Whenever she can, Paula attends a women’s gathering at the Community Center – a place where newcomers can connect with one another and learn about available social services. Several other Christian women also attend. The newcomers are surprised that “real Canadians” are befriending them and inviting them into their homes. Sadly this kind of friendship and interaction between refugees and “real Canadians” is all too rare.

Each summer the Shores and some of their believer friends of Muslim-background help to run a tent at the region’s Multicultural Festival, where Bibles in 75 different languages are available without cost. Last year they handed out Bibles in 25 languages along with hundreds of Scripture portions in English.

Recently they participated in a 24-hour prayer vigil, praying for God’s light and truth to shine forth from their lives, for the strongholds of the enemy to be destroyed, and for the Kingdom to be realized and known in their neighborhood.

As more and more Syrian refugees are being welcomed into Canada, Art and Paula are being asked to speak in a variety of churches – helping to educate and orient members about how to welcome and host Syrian refugees. On several occasions, immigrant friends have accompanied them to these presentations.

In addition to their outreaching friendships in the immigrant community, Art has taught English at the local college to newcomers to Canada, opening the door to interactions with immigrants and foreign students. When teaching jobs became scarce he picked up flooring work. Currently, he also serves as interim pastor for a small Mennonite church.

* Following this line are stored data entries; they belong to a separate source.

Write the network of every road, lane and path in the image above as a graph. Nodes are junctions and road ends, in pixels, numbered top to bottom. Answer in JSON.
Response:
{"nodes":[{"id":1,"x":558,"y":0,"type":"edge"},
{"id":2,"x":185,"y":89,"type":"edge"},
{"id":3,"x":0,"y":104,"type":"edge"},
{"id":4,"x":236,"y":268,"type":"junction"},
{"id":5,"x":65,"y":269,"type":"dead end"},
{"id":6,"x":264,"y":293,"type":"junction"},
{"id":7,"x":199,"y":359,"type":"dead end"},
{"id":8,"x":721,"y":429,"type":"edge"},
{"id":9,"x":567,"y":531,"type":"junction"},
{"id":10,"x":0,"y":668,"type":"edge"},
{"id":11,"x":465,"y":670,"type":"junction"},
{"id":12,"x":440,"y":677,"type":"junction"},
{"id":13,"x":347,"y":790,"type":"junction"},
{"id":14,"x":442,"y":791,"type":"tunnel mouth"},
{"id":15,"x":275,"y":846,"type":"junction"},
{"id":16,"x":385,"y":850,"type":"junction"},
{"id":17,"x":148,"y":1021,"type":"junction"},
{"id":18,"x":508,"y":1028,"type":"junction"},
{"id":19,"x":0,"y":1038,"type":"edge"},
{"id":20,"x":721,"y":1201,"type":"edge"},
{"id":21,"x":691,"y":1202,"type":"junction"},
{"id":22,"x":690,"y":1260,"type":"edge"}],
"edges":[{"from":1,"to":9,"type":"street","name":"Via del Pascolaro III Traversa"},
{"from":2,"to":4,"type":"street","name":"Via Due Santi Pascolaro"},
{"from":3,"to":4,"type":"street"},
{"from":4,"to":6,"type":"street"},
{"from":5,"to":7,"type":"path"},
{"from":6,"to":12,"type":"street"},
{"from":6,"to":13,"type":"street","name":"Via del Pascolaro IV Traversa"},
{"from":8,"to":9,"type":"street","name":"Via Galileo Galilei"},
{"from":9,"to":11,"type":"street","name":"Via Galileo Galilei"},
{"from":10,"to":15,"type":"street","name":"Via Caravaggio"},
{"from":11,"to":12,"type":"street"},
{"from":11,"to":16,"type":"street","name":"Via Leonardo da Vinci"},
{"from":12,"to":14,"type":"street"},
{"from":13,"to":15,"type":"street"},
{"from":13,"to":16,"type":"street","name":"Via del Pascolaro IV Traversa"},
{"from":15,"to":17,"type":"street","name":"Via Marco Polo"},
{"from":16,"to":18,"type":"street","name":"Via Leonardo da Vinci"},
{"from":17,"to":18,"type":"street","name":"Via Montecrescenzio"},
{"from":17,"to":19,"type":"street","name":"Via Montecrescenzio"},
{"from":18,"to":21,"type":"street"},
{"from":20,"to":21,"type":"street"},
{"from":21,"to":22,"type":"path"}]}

“We love what we’re doing,” Art and Paula said. “It seems unlikely that we will be able to return to the Middle Eastern country where we lived for many years, but it’s amazing to see how the “Middle East” is coming to us! God has given us a wonderful opportunity to become family for these displaced friends and invite them to our great big eternal family... the one that knows no language, race or color.

“Pray with us that God will use these people who have suffered so much -- to bring the Good News to their families and friends in the Middle East in ways that are far more effective than what we could have done.”